The shared code example in your first post does not remove empty pages that contain the explicit page beak. E.g. there is section break and page break on second page of input document. If you want to remove it, you need to remove the page breaks from the document. If this is the case, please replace following code snippet

if(para.getText().contains(ControlChar.PAGE_BREAK))
{
    PageText = "Page Break";
    break;
}

with

if(para.getText().contains(ControlChar.PAGE_BREAK))
    para.getRange().replace(ControlChar.PAGE_BREAK, "", new FindReplaceOptions());

If you still face problem, please share your expected output document here for our reference. We will then provide you more information about your query along with code.

hi Tahir

We cannot remove those page breaks. We have a requirement to start some sections in new page, so we have given page breaks for them. (eg: if section2 is ending at middle of a page, the next section should start from a new page,so we have page break for that)

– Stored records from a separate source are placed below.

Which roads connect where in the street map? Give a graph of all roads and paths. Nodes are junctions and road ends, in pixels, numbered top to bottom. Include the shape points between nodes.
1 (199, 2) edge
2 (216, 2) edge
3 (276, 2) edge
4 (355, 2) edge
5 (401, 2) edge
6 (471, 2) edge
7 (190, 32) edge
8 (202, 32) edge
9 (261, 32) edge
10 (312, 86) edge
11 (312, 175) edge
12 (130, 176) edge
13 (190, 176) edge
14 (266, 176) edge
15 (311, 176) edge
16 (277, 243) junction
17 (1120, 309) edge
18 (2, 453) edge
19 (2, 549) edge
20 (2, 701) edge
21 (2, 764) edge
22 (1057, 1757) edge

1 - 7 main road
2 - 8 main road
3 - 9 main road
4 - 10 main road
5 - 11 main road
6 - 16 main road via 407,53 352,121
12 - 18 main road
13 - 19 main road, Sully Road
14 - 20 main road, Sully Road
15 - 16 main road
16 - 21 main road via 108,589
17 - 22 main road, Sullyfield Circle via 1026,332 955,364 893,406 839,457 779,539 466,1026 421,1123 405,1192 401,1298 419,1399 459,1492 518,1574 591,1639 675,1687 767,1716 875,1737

So , is there any way with Aspose tool, we can remove only the page break which is occuring at start of the blank page? (that is ultimately removing the blank page in middle of a doc)

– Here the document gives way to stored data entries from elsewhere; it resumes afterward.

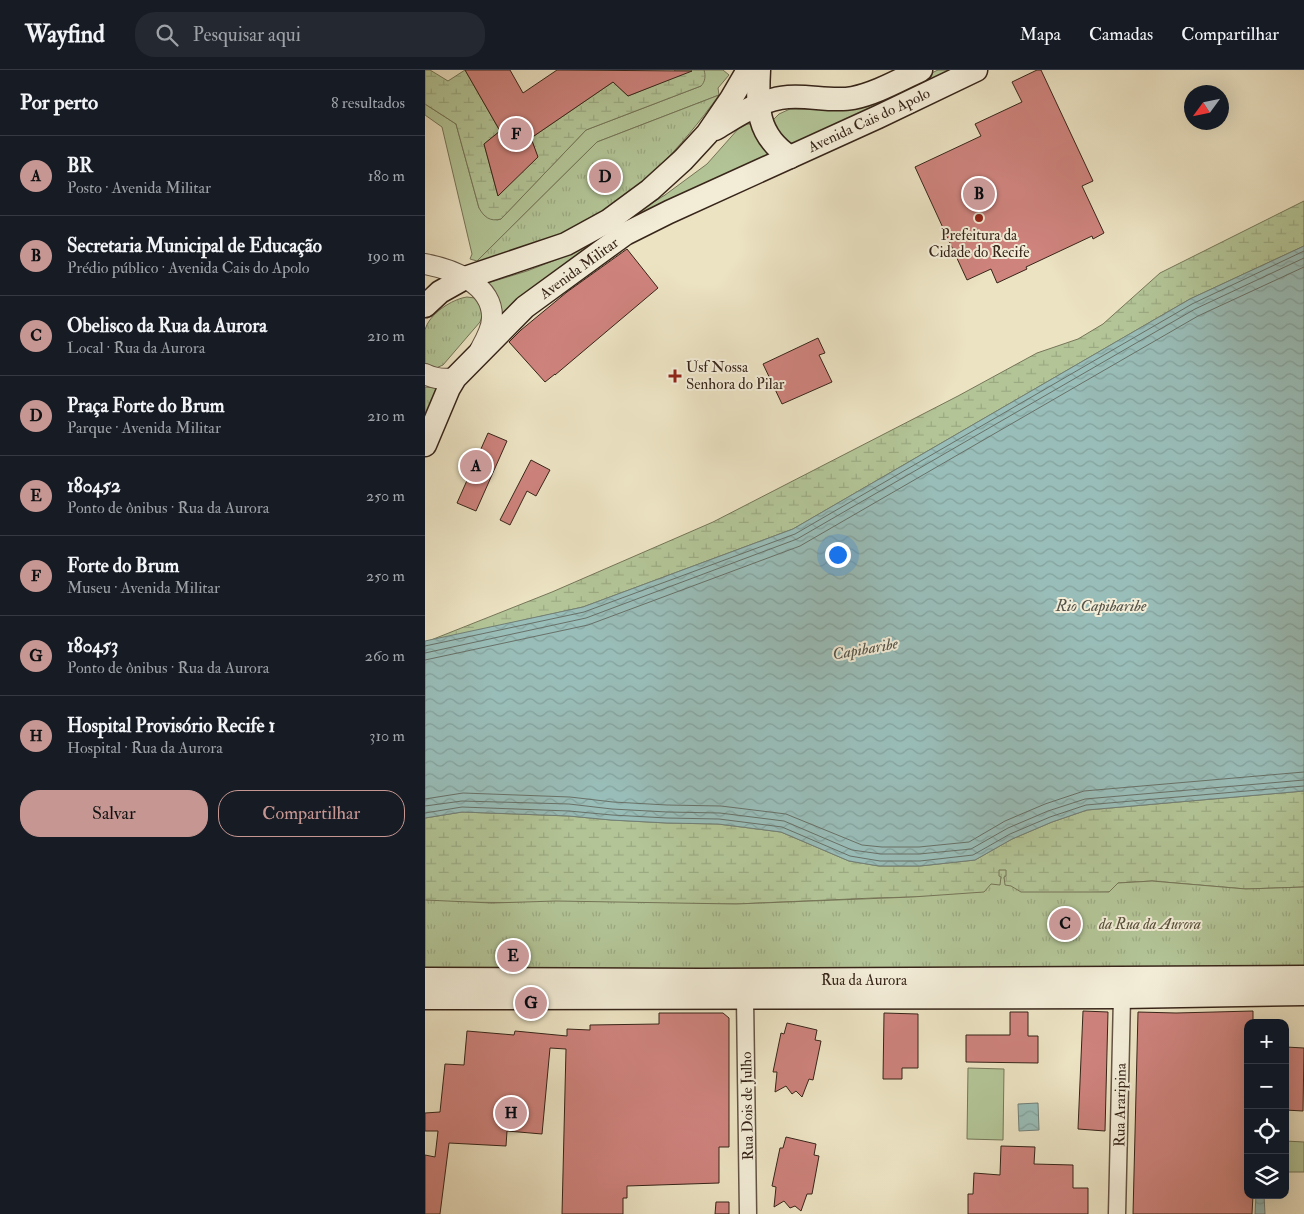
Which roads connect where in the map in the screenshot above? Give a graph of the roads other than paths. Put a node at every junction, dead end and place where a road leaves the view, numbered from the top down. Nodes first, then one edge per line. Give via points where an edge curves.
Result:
1 (748, 70) edge
2 (759, 70) edge
3 (921, 70) edge
4 (975, 70) edge
5 (757, 105) junction
6 (707, 134) junction
7 (790, 157) junction
8 (425, 264) edge
9 (465, 278) junction
10 (425, 306) edge
11 (479, 352) junction
12 (425, 374) edge
13 (455, 378) junction
14 (425, 445) edge
15 (1304, 977) edge
16 (425, 979) edge
17 (1304, 994) edge
18 (1122, 997) junction
19 (425, 998) edge
20 (745, 998) junction
21 (748, 1214) edge
22 (1117, 1214) edge

1 - 6 main road, Avenida Militar
2 - 5 main road
3 - 5 main road, Avenida Cais do Apolo via 875,92 852,98 788,97
4 - 7 main road, Avenida Cais do Apolo
5 - 6 main road, Avenida Cais do Apolo
5 - 7 main road via 771,140
6 - 9 main road, Avenida Militar via 650,190 608,222 566,244
7 - 11 main road, Avenida Militar via 625,234 525,307
8 - 9 street
9 - 10 main road, Avenida Militar via 440,292
9 - 11 street via 486,294 491,304 493,319
11 - 13 main road, Avenida Militar
12 - 13 street via 445,380
13 - 14 main road, Avenida Militar
15 - 16 main road, Rua da Aurora
17 - 18 main road, Rua da Aurora
18 - 20 main road, Rua da Aurora
18 - 22 street, Rua Araripina
19 - 20 main road, Rua da Aurora
20 - 21 street, Rua Dois de Julho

Attaching the expected output doc for ref – “ExpectedOutput.doc”

thanks
goutham

Hi Goutham,

Thanks for your inquiry. Please use following modified code example to get the desired output. Hope this helps you.

Document doc = new Document(MyDir + "Input.doc");
doc.setTrackRevisions(false);
doc.updatePageLayout();
for (Section sec : doc.getSections())
{
    if (sec.toString(SaveFormat.TEXT).trim().isEmpty())
    {
        sec.remove();
    }

}

Boolean PageBreak = false; String PageText = "";
LayoutCollector lc = new LayoutCollector(doc);
int pages = doc.getPageCount();
ArrayList removenodes = new ArrayList();
ArrayList pagebreaknodes = new ArrayList(); for (int i = 1; i <= pages; i++)
{
    PageBreak = false; PageText = "";
    ArrayList nodes = GetNodesByPage(i, doc);
    for (Paragraph para : nodes)
    {
        if (para.getText().contains(ControlChar.PAGE_BREAK))
        {
            PageBreak = true;
        }
        PageText += para.toString(SaveFormat.TEXT).trim();
    }

    // If page's text is empty and there is only page break
    // then remove the page break
    if (PageText.length() == 0 && PageBreak == true)
    {
        for (Node node : nodes)
        {
            if (node.getText().contains(ControlChar.PAGE_BREAK))
            {
                pagebreaknodes.add(node);
            }
        }
        PageBreak = false;
    }

    if (PageText.equals("")) //Empty Page
    {
        for (Node node : nodes)
        {
            removenodes.add(node);
        }
    }
    nodes.clear();
}

//Remove nodes from empty pages
for (Node node : removenodes)
{
    node.remove();
}

//Remove page break
for (Node node : pagebreaknodes)
{
    node.getRange().replace(ControlChar.PAGE_BREAK, "", new FindReplaceOptions());
}

//Remove empty pages from the end of document
while (doc.getLastSection().getBody().getLastParagraph().toString(SaveFormat.TEXT).trim().equals(""))
{
    if (doc.getLastSection().getBody().getLastParagraph().getPreviousSibling() != null &&
    doc.getLastSection().getBody().getLastParagraph().getNodeType() != NodeType.PARAGRAPH)

        break;
    doc.getLastSection().getBody().getLastParagraph().remove();
    // If the current section becomes empty, we should remove it.

    if (!doc.getLastSection().getBody().hasChildNodes())

        doc.getLastSection().remove();
    // We should exit the loop if the document becomes empty.

    if (!doc.hasChildNodes())

        break;
}

doc.save(MyDir + "Output.doc");

thanks Tahir
now able to remove the blank page.

Hi Goutham,

Thanks for your feedback. Please feel free to ask if you have any question about Aspose.Words, we will be happy to help you.